Transsiberian (2008)

Another tour de force from brilliant yet underappreciated Brad Anderson, of The Machinist fame. Kingsley shines, as does Mortimer and even Harrelson, which for once uses his naïve dumb American persona to full effect. Kingsley works marvelously as the Russian detective with the double agenda, and the whole thing unravels to almost pitch-perfect thriller that works wonders against the cold, gray landscape of Siberia and the interiors of the famous trans-Siberian train. Story takes a nice twist and it's all nicely wrapped up in the end, complete with the requisite wildcard ending. Overall an entertaining and enjoyable ride - they rarely make these anymore.

W. (2008)

mediocre enough to make it passable but not great yet leftist enough to fail at being balanced. Would have liked them to keep the Saddam scenes, maybe during the credits or on the DVD deleted scenes. Has many of the bush favourites, though not always uttered at the original circumstances. Cast was great too, including Dreyfuss as a somehow less scary Cheney in a scene where he explains, with visual aids involving little US flags all over the world, how they'll build an empire of oil. Overall a good flick and worth a chuckle.

Tōkyō Zankoku Keisatsu (Tokyo Gore Police) (2008)

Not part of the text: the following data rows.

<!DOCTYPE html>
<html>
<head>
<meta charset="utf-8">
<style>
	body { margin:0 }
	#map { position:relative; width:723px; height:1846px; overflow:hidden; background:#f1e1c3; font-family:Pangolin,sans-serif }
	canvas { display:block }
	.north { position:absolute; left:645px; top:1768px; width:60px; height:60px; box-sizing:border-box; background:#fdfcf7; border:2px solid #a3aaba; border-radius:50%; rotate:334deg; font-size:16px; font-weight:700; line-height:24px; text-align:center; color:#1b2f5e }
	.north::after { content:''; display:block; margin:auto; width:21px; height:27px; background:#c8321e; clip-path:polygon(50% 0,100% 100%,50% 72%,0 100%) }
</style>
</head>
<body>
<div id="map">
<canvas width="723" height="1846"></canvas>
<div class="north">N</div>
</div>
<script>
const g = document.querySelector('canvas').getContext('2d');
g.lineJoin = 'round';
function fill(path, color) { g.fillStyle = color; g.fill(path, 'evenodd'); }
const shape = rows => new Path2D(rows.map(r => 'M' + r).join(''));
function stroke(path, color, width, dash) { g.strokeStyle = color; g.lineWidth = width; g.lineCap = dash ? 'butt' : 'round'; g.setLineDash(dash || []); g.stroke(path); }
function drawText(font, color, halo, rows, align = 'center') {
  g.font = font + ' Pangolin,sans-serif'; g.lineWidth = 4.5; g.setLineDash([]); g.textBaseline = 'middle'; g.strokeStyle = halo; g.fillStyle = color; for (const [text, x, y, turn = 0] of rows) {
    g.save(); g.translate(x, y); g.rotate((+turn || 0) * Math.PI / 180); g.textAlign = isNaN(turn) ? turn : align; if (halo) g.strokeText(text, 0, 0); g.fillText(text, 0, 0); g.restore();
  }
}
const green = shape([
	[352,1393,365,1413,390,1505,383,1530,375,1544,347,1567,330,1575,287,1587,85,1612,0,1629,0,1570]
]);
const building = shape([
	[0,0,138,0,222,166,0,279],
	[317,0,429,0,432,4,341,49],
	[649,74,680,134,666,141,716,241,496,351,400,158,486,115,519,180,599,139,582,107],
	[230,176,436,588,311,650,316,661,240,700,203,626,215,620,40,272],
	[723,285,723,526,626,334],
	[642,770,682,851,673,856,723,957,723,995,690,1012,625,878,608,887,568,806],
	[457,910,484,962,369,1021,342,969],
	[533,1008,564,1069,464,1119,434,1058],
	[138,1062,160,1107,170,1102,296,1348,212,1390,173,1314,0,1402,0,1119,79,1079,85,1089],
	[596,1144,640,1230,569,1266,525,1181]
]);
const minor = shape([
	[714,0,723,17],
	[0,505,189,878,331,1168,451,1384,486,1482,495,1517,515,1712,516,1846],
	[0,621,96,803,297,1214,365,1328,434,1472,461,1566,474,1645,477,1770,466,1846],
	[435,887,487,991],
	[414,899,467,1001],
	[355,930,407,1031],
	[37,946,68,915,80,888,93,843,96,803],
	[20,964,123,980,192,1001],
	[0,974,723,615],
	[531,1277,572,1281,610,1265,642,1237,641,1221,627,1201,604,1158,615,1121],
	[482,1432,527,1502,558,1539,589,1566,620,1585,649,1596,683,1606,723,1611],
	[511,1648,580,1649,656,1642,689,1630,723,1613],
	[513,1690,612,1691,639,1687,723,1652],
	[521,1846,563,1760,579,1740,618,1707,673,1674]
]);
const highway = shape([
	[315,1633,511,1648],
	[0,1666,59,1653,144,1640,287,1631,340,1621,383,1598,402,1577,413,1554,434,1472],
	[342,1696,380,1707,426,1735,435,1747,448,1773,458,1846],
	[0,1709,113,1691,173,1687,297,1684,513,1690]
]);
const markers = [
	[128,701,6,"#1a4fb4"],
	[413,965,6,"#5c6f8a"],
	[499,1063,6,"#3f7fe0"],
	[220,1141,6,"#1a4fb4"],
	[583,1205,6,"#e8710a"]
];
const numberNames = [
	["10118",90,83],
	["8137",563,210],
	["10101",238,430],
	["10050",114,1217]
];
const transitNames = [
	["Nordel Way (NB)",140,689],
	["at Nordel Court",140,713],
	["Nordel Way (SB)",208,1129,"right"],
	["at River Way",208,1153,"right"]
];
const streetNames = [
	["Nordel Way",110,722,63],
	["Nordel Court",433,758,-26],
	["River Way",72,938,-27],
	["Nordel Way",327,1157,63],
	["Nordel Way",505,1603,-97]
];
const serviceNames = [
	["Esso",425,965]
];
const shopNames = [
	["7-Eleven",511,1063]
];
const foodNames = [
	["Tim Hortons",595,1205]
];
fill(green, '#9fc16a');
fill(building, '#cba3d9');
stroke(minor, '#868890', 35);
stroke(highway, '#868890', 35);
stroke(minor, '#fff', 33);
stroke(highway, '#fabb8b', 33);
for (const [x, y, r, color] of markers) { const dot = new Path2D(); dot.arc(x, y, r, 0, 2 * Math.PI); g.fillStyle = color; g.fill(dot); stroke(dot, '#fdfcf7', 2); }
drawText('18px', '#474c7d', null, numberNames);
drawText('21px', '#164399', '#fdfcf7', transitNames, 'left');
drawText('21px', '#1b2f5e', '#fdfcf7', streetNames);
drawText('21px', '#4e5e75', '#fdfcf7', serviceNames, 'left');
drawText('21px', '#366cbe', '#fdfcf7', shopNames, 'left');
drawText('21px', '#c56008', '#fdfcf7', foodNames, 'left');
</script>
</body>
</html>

A cult gore-fest and Nishimura's directorial debut following his 'raise to fame' in the makeup and special effects for Suicide Club, Strange Circus, Meatball Machine and Machine girl. It stars Eihi Shiina (of Ôdishon fame) as a super cop of future Tokyo, where police has been privatized into a videogame-like task force sporting samurai swords, costumes, and glowing red one-eye goggle. The semblance of a story was a caricature police revenge and betrayal story (which in fact is at some point explained through animated storyboards by one of the characters) and is just a pretext for having the pretty Eihi run around in miniskirts and fuckme boots and slashing limbs with her samurai sword (or chainsaws). Overall not as shocking as you'd think. There is the obligatory golden shower scene in the S&M club, and various other mutants running around which reminded me of Cronenberg's various creations. There are also Verhoevenesque police propaganda commercials which are hilarious, and in a way I think this what pushes this one slightly above other cult-gore flicks, in that it tries to have some sort of message, albeit one buried deep under the 4 tons of blood that were supposedly used for this (the director and cast answered some questions for us after the screening and 4 tons was his answer when asked how much blood was used). Overall a nice example of the genre. Had a good chuckle and I think that's pretty much what I was going for. Hopefully Nishimura has more to come.

Sukiyaki Western Django (2007)

Miike's remake of Corbucci's 'Django' seems to be made solely for the cult crowd. Heavy in references and kitsch, it seems to incite a constant searching for 'which original does this scene reference?' The phonetic-English-speaking Japanese cast was a novelty at start, with each line evoking laughter in the crowd, but eventually it wore off and it just became odd and distancing. Tarantino's inclusion was also a nice chuckle, and I'm wondering if he had any input in it other than acting. It is weird to see this trend of movies designed from the get-go for the cult-film crowd. It's like the director saw a need among his hordes of genre-movie followers and decided to fill it. In that respect this does its job, though I am not sure how much it can stand on its own, but then again, does it really need to?